(Saved data entries)
****************************************
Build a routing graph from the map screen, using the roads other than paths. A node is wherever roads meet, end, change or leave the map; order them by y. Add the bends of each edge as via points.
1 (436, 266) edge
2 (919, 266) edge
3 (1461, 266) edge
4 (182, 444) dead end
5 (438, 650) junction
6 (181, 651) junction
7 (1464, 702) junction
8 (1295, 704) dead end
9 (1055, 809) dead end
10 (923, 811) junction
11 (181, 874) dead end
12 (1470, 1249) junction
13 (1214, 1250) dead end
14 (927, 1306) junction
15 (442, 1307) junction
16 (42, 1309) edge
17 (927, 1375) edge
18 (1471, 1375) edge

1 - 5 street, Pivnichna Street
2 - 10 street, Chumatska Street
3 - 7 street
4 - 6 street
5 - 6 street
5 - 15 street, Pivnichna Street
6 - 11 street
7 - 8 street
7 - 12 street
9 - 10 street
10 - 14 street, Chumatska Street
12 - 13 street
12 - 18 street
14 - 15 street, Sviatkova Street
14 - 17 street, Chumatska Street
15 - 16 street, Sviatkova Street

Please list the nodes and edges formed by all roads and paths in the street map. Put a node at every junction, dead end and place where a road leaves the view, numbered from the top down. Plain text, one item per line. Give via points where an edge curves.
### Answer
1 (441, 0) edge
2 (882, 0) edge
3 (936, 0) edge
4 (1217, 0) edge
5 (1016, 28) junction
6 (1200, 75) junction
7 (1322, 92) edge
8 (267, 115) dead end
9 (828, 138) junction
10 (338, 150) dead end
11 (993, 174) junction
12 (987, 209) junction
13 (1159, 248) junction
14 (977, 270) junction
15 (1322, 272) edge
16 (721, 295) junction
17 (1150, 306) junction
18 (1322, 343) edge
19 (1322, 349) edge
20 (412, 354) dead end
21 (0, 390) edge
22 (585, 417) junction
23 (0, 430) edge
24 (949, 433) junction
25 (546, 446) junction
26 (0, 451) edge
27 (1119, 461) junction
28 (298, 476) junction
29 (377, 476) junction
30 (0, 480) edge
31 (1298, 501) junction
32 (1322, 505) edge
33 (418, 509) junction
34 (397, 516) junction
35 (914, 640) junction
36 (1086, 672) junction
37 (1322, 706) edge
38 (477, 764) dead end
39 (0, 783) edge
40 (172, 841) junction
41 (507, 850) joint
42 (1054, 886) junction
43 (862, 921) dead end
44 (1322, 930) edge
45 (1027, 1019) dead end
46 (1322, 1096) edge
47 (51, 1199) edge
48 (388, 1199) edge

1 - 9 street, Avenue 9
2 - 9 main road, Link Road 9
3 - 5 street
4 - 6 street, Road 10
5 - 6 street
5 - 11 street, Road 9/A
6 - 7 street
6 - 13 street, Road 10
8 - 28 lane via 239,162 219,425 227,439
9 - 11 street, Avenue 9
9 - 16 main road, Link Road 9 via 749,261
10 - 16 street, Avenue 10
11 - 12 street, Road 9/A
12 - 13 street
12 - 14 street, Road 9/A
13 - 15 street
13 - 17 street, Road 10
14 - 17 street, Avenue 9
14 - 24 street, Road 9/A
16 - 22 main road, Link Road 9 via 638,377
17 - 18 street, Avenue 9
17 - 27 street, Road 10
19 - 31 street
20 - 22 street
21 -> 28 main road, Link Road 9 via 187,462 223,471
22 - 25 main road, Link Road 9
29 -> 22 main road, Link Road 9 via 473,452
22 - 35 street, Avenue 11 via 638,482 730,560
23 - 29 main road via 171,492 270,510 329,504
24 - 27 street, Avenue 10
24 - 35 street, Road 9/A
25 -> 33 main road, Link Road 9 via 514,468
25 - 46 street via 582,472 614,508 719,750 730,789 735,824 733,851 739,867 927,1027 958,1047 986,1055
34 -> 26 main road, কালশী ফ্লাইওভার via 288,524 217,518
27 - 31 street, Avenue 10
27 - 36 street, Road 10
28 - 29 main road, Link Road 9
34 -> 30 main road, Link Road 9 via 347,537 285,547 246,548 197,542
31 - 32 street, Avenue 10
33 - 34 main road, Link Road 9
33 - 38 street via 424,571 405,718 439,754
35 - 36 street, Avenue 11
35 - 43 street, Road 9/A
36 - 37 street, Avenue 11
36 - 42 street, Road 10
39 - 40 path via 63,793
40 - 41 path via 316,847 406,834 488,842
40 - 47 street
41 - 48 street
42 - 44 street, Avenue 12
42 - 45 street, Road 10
****************************************
__YOUR OBJECTIVE__
Report all lines in the records that include the string "Pivnichna".

__ANSWER SPACE__
1 - 5 street, Pivnichna Street
5 - 15 street, Pivnichna Street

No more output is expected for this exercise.